В психоаналитически акцентированной интерпретации культуры христианизация античности привычно рисуется процессом очеловечивания монструозного, а возвращение к античности – отступлением перед монструозным. Для эстетики модернизма и, тем более, для теории самого психоанализа добровольность такого отступления подразумевается если не достаточным, то, во всяком случае, необходимым условием. Каннибализм, традиционно изображавшийся в качестве монструозного в человеке, оказывается в данном случае замечательно точной метафорой, указывающей на истинную или, во всяком случае, целостную природу человека. Если социальная принудительность самоотождествления предполагает табуируемую традиционной культурой инаковость, то теперь эта инаковость не противопоставляется, но прямо вменяется человеку, как неотчуждаемая сторона его субъективности. Акцент христианской идеологии на должном (кем человек должен быть, и что ему нельзя) в современной культуре сменился акцентом на возможном (кем человек может быть). Норма в данном случае не только предполагает патологию, но является по необходимости обратимой к ней, репрезентируя человеческое как монструозное и – в частности – каннибалическое.

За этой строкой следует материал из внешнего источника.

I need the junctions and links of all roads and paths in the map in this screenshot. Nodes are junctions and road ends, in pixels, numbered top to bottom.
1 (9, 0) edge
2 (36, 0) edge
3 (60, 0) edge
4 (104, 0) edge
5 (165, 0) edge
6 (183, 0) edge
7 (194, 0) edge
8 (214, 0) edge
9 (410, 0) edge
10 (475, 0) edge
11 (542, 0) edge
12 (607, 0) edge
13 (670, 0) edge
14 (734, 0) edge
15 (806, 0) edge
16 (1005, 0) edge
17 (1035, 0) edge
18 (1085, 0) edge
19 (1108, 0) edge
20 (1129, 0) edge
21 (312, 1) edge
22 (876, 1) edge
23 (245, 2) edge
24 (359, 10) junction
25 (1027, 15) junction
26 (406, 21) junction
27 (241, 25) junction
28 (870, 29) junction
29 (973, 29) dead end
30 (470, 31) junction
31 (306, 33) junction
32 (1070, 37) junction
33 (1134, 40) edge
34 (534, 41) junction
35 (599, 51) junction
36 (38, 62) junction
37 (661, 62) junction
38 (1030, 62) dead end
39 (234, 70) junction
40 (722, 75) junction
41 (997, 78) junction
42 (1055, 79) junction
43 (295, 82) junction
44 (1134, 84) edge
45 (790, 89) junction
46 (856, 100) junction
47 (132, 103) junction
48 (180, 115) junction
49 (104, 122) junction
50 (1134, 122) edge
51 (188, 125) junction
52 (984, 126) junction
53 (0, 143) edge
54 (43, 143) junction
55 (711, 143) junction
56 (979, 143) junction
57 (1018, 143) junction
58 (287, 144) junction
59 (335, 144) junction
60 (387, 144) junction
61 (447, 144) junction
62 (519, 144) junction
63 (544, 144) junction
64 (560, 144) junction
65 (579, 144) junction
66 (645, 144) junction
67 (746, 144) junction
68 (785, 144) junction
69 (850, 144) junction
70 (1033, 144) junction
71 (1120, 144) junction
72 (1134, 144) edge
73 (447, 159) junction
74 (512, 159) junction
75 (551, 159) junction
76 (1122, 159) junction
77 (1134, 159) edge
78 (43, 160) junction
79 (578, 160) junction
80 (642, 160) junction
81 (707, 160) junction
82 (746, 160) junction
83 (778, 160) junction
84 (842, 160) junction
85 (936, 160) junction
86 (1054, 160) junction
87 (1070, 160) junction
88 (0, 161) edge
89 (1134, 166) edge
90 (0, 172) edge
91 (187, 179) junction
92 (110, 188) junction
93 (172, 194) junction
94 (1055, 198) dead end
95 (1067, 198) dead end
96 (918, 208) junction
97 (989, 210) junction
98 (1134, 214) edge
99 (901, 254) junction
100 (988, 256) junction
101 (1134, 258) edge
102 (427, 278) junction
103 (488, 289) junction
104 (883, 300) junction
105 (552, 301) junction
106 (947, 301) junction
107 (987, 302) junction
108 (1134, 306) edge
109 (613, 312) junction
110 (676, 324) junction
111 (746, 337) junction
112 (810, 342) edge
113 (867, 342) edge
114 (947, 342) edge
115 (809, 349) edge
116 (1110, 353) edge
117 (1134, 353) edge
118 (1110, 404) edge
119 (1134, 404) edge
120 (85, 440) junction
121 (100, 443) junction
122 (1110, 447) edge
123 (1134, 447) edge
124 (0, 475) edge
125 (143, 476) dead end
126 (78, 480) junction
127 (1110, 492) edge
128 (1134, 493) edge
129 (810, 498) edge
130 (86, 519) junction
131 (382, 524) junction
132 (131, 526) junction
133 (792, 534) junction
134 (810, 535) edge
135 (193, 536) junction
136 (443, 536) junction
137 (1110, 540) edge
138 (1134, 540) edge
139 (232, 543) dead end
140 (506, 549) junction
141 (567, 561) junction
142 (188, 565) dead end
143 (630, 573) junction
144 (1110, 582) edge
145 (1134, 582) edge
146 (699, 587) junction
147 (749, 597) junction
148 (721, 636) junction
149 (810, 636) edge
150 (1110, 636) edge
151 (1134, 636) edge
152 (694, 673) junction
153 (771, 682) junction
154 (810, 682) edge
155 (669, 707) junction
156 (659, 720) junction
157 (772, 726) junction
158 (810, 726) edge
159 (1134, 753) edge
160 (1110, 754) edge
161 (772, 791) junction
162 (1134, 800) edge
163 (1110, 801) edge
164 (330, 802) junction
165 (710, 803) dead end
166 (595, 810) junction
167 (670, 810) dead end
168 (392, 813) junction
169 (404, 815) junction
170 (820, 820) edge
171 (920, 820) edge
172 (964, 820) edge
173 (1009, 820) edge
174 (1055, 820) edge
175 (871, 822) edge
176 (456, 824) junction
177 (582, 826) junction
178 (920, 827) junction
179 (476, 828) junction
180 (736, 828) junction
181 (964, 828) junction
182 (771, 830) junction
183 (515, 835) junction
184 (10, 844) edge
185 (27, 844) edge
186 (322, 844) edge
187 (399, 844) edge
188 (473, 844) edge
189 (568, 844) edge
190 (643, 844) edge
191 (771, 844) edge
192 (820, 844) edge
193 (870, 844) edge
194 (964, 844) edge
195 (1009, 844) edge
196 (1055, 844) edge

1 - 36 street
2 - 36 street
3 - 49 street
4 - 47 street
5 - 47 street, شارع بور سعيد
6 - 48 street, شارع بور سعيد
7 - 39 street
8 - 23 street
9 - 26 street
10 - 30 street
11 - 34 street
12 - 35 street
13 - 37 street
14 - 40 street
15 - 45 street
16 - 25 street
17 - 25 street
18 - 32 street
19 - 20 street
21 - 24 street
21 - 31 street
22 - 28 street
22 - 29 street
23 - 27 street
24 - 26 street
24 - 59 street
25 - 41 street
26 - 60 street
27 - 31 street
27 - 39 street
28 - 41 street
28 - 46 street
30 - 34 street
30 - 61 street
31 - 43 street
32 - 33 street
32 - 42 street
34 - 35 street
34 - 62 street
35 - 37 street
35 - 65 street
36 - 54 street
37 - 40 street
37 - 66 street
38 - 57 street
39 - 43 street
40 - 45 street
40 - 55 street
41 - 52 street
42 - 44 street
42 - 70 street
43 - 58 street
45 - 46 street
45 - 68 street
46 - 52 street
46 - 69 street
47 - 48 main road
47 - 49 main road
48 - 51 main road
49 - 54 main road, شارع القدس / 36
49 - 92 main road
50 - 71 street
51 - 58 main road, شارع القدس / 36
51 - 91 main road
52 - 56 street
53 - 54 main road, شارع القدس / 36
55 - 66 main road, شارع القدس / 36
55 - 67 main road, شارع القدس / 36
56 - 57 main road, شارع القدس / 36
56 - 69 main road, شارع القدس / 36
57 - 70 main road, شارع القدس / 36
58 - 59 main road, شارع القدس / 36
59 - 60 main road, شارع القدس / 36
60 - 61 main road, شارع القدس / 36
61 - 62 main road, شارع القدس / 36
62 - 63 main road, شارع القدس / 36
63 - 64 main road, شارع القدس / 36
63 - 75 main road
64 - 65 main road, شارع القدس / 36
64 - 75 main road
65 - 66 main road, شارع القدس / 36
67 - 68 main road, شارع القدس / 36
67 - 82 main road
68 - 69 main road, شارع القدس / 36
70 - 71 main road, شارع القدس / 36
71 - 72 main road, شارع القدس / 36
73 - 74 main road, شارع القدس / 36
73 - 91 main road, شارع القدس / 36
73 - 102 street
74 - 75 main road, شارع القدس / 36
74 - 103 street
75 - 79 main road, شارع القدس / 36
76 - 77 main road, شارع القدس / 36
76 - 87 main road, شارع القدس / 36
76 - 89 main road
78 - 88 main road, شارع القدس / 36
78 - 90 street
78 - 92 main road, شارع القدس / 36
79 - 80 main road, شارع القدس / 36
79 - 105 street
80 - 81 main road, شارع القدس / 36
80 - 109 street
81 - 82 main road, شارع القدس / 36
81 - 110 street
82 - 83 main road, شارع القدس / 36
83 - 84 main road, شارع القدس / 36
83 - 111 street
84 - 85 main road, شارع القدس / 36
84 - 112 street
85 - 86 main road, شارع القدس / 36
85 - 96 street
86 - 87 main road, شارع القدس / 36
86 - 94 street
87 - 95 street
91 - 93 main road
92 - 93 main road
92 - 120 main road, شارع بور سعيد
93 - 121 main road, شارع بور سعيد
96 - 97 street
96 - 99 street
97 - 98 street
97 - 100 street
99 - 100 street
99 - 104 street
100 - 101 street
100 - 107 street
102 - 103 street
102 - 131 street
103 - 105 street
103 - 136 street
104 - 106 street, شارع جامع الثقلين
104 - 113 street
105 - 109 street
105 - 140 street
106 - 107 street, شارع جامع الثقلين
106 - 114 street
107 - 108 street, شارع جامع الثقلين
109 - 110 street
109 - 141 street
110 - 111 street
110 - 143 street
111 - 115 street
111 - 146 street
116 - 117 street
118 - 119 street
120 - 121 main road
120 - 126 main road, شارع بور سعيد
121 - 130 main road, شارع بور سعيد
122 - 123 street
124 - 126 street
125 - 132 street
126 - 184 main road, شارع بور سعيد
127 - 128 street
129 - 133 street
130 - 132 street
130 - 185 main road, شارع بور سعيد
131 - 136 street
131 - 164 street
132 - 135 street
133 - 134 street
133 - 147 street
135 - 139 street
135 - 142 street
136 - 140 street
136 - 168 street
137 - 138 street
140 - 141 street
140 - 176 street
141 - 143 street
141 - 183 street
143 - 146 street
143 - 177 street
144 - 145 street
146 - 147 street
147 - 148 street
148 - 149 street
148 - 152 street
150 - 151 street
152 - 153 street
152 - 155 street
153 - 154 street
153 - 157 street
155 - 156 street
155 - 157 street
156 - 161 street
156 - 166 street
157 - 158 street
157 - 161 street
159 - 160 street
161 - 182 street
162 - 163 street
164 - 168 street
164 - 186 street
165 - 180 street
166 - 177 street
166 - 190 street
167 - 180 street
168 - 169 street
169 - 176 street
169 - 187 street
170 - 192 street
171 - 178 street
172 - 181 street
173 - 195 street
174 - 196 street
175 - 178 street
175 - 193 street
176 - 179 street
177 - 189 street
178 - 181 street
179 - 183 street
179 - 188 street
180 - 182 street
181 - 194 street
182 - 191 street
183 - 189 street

Среди расхожих примеров такой репрезентации характерны сюжеты, контаминирующие темы, актуальные именно для психоаналитического распространения термина «каннибалический»: «любовь, разрушение, сохранение в Я, присвоение качеств объекта». Ограничиваясь немногими примерами, упомянем роман Итало Свево «Исповедь Зенона» (1968) герою которого снится сон, как он пожирает свою возлюбленную, Карлу. Сама возлюбленная при этом как будто не испытывает боли: людоедство здесь то, что избавляет героев от страха секса, и что уравнивает оргазм и бессознательное (т.е. реализует возвращение к изначальной самотождественности). У Итало Кальвино («Под солнцем ягуара», 1986) любовный акт главных героев также описывается рассказчиком как акт каннибализма. И то и другое описание кажутся достаточно абсурдными, чтобы быть принятым всерьез, но все же достаточно впечатляющими, чтобы не увидеть стоящей за ними идеи (не скажем: морали). Эффект здесь тот, что читатель, по меткому замечанию Джоан Смит, встряхивается при опознании темных истоков любовного признания как признания в том, что «Я мог бы сожрать тебя» . В отечественной литературе для примеров того же рода характерны рассказы Владимира Сорокина (см., например, рассказ «Открытие сезона», 1985). Юная героиня рассказа Юлии Кисиной «Всеобщая история немецкой кухни» (1993), оказываясь в доме людоеда, бесстрастно разделяет с ним трапезу – поданную на ужин человеческую голову. В рассказе Виктора Ерофеева «Тело Анны, или Конец русского авангарда» (1995) героиня, то необъяснимо толстеющая, то вдруг теряющая в весе, съедает своего любовника. Схожая фабула повторяется в рассказе Ярослава Мельника «Мирося» (1997), повествующего о девушке Миросе, которая, умирая, просит своего любовника съесть ее, что он и делает.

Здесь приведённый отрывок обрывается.